→ ABOUT THIS EXERCISE:
The string "without" appears in some lines of the entries that follow; copy each such line.

▬▬▬▬▬▬▬▬▬▬

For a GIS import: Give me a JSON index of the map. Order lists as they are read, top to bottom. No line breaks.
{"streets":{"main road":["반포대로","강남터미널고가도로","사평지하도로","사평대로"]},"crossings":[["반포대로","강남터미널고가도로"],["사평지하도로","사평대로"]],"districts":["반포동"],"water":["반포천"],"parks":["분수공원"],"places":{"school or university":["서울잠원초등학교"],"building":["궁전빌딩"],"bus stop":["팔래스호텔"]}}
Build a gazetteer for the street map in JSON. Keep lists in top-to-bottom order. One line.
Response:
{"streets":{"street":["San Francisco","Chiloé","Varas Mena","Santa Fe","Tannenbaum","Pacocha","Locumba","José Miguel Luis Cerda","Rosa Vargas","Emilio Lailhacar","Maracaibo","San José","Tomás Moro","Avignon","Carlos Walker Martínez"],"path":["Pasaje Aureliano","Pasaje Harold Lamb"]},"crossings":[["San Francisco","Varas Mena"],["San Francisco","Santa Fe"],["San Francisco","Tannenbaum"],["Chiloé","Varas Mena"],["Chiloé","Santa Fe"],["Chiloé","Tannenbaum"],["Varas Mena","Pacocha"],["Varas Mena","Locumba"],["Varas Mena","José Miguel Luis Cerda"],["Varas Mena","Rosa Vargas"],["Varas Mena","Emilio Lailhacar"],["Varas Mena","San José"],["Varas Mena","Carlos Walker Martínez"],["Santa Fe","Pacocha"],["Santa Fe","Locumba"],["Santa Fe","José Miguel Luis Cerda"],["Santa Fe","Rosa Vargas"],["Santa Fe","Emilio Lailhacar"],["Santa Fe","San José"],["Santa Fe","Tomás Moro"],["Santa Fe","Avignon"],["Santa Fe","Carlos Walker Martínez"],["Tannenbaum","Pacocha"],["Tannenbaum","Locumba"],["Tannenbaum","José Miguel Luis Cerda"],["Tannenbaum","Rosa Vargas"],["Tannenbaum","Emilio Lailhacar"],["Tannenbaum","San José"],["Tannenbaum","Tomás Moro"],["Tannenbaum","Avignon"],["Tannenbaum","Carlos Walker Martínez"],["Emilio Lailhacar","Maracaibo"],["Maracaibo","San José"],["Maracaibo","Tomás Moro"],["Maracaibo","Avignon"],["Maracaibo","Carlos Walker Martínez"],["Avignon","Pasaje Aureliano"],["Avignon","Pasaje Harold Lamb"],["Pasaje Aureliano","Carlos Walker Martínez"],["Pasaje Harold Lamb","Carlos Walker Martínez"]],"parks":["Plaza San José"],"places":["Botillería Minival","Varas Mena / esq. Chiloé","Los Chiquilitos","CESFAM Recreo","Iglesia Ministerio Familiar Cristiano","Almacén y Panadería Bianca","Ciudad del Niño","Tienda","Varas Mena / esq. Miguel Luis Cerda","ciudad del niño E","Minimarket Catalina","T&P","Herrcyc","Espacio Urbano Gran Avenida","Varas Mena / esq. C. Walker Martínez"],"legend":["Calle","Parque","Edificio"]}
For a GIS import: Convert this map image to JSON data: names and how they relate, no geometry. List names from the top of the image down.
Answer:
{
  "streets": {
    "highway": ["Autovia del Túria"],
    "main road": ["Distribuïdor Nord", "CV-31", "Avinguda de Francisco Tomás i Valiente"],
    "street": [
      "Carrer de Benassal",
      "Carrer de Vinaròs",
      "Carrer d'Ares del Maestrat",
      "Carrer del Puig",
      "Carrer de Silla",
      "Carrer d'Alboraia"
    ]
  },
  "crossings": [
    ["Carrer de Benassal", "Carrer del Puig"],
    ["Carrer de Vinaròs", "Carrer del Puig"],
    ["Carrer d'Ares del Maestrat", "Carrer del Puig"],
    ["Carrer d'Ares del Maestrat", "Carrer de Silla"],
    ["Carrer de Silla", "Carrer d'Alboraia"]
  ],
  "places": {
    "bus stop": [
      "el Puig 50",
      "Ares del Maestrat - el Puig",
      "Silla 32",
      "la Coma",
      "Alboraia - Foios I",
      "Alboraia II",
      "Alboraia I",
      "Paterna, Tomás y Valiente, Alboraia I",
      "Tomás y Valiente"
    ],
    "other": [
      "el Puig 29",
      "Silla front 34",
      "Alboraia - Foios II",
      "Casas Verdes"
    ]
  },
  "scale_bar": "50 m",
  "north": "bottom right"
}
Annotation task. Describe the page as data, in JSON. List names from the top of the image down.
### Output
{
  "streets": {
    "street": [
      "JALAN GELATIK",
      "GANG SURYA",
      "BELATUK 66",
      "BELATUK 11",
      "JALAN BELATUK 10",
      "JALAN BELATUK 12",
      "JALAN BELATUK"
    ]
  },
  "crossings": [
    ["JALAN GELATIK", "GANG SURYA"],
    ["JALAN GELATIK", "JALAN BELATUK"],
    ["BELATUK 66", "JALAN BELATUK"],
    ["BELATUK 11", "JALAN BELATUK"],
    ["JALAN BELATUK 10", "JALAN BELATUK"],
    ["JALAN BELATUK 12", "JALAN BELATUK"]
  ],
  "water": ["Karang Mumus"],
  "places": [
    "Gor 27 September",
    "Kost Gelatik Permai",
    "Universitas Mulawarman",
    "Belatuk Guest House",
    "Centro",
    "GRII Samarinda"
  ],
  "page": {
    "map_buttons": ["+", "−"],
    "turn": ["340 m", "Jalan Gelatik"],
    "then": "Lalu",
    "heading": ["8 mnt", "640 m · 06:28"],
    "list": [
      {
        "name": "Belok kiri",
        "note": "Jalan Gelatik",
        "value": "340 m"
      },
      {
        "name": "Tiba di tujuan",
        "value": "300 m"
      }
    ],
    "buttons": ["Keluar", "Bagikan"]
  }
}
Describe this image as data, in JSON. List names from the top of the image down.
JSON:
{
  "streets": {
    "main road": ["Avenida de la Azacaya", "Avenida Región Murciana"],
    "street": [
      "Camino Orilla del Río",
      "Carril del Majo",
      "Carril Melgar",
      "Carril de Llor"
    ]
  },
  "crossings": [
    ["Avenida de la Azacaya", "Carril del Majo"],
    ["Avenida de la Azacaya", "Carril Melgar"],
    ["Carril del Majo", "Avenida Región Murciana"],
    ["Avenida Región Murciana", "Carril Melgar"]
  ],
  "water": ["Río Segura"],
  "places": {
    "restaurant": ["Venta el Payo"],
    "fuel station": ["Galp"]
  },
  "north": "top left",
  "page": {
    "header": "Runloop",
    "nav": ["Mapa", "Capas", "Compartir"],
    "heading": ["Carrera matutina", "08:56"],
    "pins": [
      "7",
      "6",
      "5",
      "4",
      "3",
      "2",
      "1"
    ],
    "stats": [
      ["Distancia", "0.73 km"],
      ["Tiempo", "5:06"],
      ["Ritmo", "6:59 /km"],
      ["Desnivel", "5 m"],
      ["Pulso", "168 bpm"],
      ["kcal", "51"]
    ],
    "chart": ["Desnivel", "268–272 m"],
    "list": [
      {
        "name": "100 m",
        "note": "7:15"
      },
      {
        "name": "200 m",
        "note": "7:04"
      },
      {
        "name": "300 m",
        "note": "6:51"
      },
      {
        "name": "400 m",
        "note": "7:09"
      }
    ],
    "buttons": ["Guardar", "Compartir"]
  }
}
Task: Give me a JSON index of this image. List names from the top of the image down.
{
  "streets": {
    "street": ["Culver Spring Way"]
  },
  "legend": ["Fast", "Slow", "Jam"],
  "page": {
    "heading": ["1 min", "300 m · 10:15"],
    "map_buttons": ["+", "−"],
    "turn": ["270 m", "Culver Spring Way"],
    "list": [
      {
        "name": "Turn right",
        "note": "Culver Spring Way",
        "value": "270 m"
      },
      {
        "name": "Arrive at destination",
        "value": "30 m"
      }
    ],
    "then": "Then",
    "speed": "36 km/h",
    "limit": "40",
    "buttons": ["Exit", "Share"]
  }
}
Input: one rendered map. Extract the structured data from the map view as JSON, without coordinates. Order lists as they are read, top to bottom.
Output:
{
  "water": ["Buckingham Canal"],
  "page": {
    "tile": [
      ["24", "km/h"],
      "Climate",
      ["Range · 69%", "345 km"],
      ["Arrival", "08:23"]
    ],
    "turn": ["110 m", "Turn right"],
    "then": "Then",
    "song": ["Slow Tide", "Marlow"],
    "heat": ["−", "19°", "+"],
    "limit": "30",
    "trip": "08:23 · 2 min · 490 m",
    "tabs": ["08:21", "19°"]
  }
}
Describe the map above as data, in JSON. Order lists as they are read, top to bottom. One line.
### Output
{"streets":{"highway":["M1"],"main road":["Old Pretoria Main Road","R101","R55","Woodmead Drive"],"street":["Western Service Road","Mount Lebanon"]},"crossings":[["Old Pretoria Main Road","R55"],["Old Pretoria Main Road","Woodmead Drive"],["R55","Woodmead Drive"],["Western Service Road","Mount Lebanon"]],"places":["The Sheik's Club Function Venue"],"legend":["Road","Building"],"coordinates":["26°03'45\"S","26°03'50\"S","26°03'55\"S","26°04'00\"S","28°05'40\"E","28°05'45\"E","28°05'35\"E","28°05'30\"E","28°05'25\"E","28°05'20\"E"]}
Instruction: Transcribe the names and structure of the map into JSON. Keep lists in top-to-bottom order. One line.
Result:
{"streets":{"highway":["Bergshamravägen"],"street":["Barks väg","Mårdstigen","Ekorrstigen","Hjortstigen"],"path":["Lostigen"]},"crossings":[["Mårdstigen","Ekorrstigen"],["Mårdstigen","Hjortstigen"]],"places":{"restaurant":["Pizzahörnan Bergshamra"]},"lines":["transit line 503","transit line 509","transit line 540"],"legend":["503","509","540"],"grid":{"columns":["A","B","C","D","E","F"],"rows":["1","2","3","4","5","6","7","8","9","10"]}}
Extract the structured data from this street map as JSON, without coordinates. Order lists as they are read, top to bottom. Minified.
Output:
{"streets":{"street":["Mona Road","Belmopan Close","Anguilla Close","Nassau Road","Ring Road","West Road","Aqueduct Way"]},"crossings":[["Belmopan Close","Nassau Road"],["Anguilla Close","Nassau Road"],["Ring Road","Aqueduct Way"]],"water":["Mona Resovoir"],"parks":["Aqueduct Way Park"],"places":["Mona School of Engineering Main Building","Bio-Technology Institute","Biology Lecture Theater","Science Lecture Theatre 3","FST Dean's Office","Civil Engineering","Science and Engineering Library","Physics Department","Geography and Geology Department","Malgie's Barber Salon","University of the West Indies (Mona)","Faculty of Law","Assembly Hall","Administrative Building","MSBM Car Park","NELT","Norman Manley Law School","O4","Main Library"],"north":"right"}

▬▬▬▬▬▬▬▬▬▬

→ COMPLETED TASK:
Input: one rendered map. Extract the structured data from the map view as JSON, without coordinates. Order lists as they are read, top to bottom.
Extract the structured data from this street map as JSON, without coordinates. Order lists as they are read, top to bottom. Minified.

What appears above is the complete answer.